Work request:
The copy you give must match the lines from the top of the data through the line containing "Build a routing" exactly, and it must hold no pictures.

Entries provided:
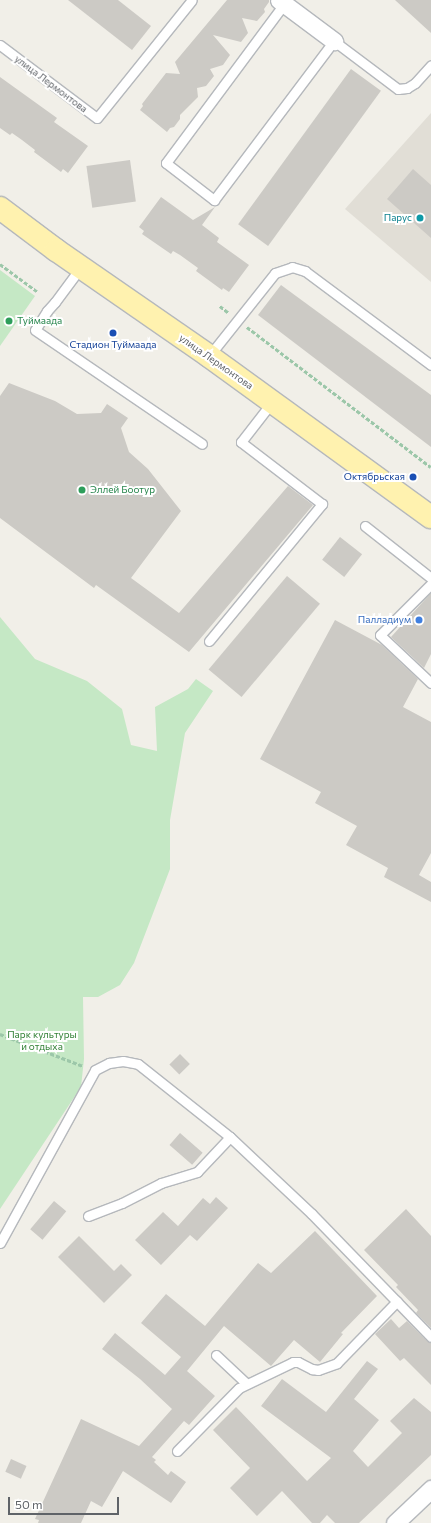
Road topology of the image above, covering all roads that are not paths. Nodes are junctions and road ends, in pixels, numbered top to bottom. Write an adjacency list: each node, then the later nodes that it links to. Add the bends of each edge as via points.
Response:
1 (192, 0): 4 (lane, улица Лермонтова, via 97,118)
2 (281, 2): 3 (street); 3 (lane, via 166,163 214,200)
3 (334, 40): 5 (lane, via 398,89 407,88 415,83)
4 (0, 45)
5 (431, 65)
6 (0, 208): 7 (main road, улица Лермонтова)
7 (81, 267): 8 (main road, улица Лермонтова); 11 (lane, via 35,330)
8 (209, 356): 9 (lane, via 275,273 292,268 305,271); 10 (main road, улица Лермонтова)
9 (431, 365)
10 (272, 402): 12 (main road, улица Лермонтова); 16 (lane, via 240,442 322,504)
11 (202, 444)
12 (431, 517)
13 (365, 526): 14 (lane)
14 (431, 578)
15 (431, 584): 17 (lane, via 380,636)
16 (209, 641)
17 (431, 683)
18 (230, 1137): 19 (lane, via 197,1172 161,1183); 20 (lane, via 138,1064 123,1061 109,1063 95,1070); 21 (lane, via 312,1214)
19 (88, 1216)
20 (0, 1243)
21 (397, 1301): 22 (lane); 24 (lane, via 335,1365 324,1369 312,1369 296,1362)
22 (431, 1337)
23 (216, 1355): 24 (lane)
24 (247, 1384): 25 (lane, via 239,1388)
25 (177, 1451)
26 (431, 1489): 27 (street)
27 (395, 1523)

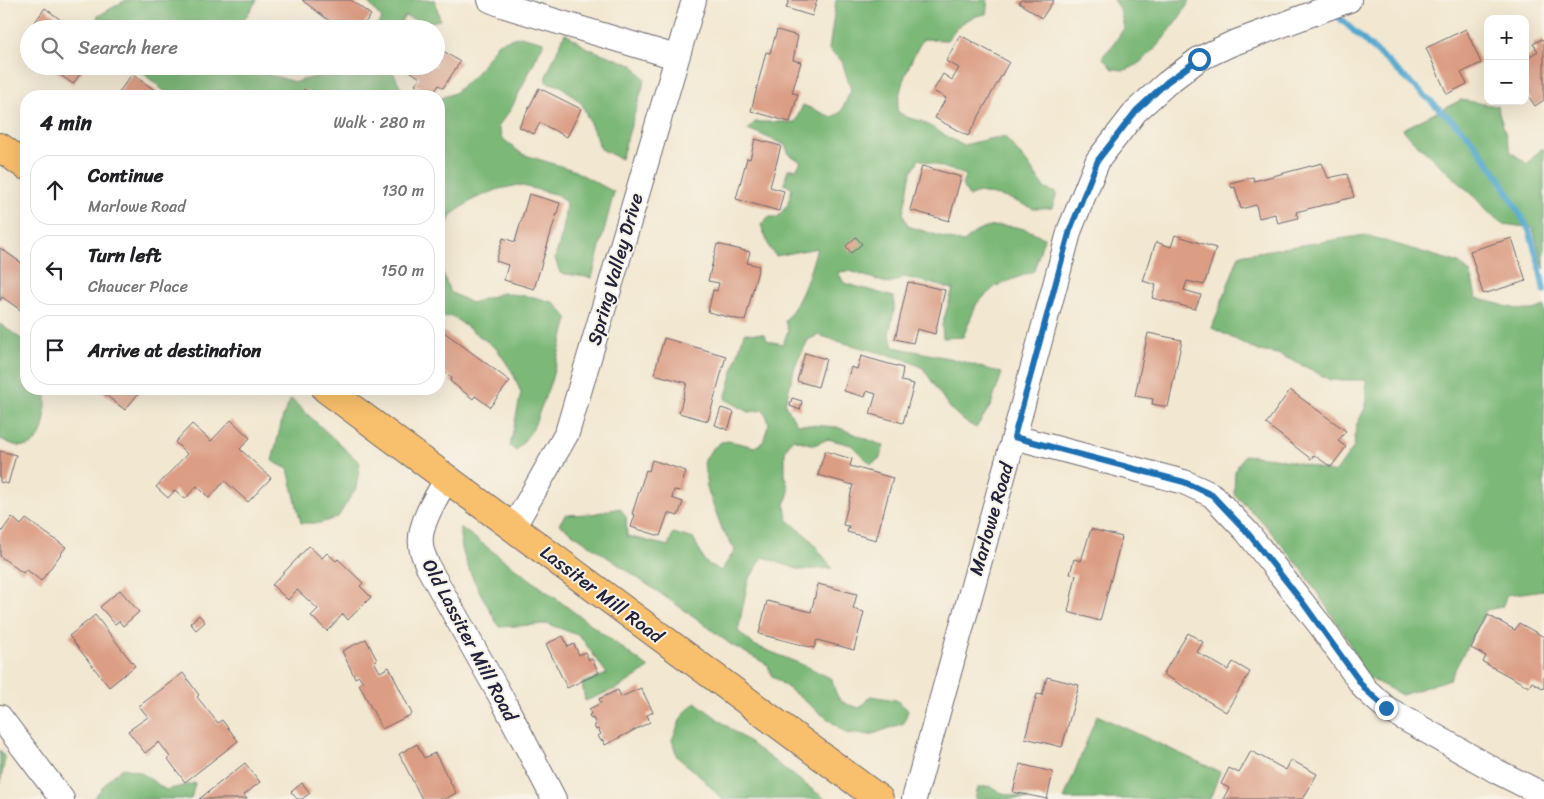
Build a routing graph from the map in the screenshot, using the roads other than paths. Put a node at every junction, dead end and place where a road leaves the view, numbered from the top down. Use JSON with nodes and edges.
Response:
{"nodes":[{"id":1,"x":490,"y":0,"type":"edge"},
{"id":2,"x":694,"y":0,"type":"edge"},
{"id":3,"x":1349,"y":0,"type":"edge"},
{"id":4,"x":676,"y":57,"type":"junction"},
{"id":5,"x":0,"y":147,"type":"edge"},
{"id":6,"x":20,"y":162,"type":"edge"},
{"id":7,"x":334,"y":395,"type":"edge"},
{"id":8,"x":1014,"y":437,"type":"junction"},
{"id":9,"x":447,"y":479,"type":"junction"},
{"id":10,"x":513,"y":528,"type":"junction"},
{"id":11,"x":0,"y":717,"type":"edge"},
{"id":12,"x":1544,"y":795,"type":"edge"},
{"id":13,"x":62,"y":799,"type":"edge"},
{"id":14,"x":554,"y":799,"type":"edge"},
{"id":15,"x":878,"y":799,"type":"edge"},
{"id":16,"x":914,"y":799,"type":"edge"}],
"edges":[{"from":1,"to":4,"type":"street"},
{"from":2,"to":4,"type":"street","name":"Spring Valley Drive"},
{"from":3,"to":8,"type":"street","name":"Marlowe Road"},
{"from":4,"to":10,"type":"street","name":"Spring Valley Drive"},
{"from":5,"to":6,"type":"main road"},
{"from":7,"to":9,"type":"main road","name":"Lassiter Mill Road"},
{"from":8,"to":12,"type":"street"},
{"from":8,"to":16,"type":"street","name":"Marlowe Road"},
{"from":9,"to":10,"type":"main road","name":"Lassiter Mill Road"},
{"from":9,"to":14,"type":"street","name":"Old Lassiter Mill Road"},
{"from":10,"to":15,"type":"main road","name":"Lassiter Mill Road"},
{"from":11,"to":13,"type":"street"}]}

Written reply:
Road topology of the image above, covering all roads that are not paths. Nodes are junctions and road ends, in pixels, numbered top to bottom. Write an adjacency list: each node, then the later nodes that it links to. Add the bends of each edge as via points.
Response:
1 (192, 0): 4 (lane, улица Лермонтова, via 97,118)
2 (281, 2): 3 (street); 3 (lane, via 166,163 214,200)
3 (334, 40): 5 (lane, via 398,89 407,88 415,83)
4 (0, 45)
5 (431, 65)
6 (0, 208): 7 (main road, улица Лермонтова)
7 (81, 267): 8 (main road, улица Лермонтова); 11 (lane, via 35,330)
8 (209, 356): 9 (lane, via 275,273 292,268 305,271); 10 (main road, улица Лермонтова)
9 (431, 365)
10 (272, 402): 12 (main road, улица Лермонтова); 16 (lane, via 240,442 322,504)
11 (202, 444)
12 (431, 517)
13 (365, 526): 14 (lane)
14 (431, 578)
15 (431, 584): 17 (lane, via 380,636)
16 (209, 641)
17 (431, 683)
18 (230, 1137): 19 (lane, via 197,1172 161,1183); 20 (lane, via 138,1064 123,1061 109,1063 95,1070); 21 (lane, via 312,1214)
19 (88, 1216)
20 (0, 1243)
21 (397, 1301): 22 (lane); 24 (lane, via 335,1365 324,1369 312,1369 296,1362)
22 (431, 1337)
23 (216, 1355): 24 (lane)
24 (247, 1384): 25 (lane, via 239,1388)
25 (177, 1451)
26 (431, 1489): 27 (street)
27 (395, 1523)

Build a routing graph from the map in the screenshot, using the roads other than paths. Put a node at every junction, dead end and place where a road leaves the view, numbered from the top down. Use JSON with nodes and edges.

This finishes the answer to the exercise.